■ What you should do
One number is the full answer: how many lines in the records contain the word "lists"?

■ Source material
**********
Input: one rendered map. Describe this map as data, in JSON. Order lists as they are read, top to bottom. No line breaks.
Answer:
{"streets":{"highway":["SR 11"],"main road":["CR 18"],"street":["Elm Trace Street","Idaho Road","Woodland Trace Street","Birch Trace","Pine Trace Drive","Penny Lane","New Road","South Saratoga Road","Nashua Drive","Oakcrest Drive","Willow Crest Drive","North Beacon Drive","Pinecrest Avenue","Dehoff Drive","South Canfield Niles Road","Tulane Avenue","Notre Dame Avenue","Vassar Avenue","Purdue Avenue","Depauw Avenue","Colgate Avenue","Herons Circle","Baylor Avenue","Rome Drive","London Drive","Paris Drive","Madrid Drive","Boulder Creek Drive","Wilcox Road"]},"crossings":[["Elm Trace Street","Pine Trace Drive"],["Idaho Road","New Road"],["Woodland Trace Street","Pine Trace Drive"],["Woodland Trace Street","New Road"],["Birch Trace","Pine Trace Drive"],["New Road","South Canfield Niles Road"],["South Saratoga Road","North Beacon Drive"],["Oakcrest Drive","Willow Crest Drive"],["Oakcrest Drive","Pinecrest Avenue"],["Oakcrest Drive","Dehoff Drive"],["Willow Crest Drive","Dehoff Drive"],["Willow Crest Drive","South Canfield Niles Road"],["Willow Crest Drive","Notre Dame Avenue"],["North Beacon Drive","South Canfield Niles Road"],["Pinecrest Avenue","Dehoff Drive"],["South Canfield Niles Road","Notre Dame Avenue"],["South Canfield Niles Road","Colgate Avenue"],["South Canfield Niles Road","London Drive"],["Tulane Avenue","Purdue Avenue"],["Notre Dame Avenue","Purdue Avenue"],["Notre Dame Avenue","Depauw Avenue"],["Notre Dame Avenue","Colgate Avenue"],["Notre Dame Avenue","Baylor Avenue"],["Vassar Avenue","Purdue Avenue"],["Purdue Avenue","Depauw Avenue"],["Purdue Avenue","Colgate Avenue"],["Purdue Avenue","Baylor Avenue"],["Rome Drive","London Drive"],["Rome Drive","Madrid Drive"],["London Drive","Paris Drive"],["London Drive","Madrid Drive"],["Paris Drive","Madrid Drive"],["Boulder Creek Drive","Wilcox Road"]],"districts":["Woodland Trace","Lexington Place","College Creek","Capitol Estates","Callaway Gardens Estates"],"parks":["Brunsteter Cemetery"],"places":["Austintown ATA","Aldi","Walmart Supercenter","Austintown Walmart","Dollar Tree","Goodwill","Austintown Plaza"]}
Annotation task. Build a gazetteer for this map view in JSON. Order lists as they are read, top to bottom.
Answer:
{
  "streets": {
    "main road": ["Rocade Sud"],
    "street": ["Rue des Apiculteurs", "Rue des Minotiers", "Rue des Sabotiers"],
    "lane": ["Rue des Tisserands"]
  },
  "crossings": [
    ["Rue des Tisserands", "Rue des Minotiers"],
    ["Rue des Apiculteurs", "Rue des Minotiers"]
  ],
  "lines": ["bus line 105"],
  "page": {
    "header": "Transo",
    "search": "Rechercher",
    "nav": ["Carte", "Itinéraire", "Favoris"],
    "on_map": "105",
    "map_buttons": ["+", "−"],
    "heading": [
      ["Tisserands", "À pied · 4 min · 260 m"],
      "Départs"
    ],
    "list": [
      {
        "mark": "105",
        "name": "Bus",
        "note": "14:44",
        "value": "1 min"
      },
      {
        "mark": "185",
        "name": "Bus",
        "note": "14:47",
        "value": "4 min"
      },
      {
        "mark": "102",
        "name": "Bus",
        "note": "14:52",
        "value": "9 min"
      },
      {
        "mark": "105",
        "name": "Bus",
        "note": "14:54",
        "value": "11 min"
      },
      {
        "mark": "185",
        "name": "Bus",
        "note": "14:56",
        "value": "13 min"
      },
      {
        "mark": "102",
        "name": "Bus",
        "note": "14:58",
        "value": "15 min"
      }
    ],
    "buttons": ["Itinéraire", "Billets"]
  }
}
**********
■ Written solution
2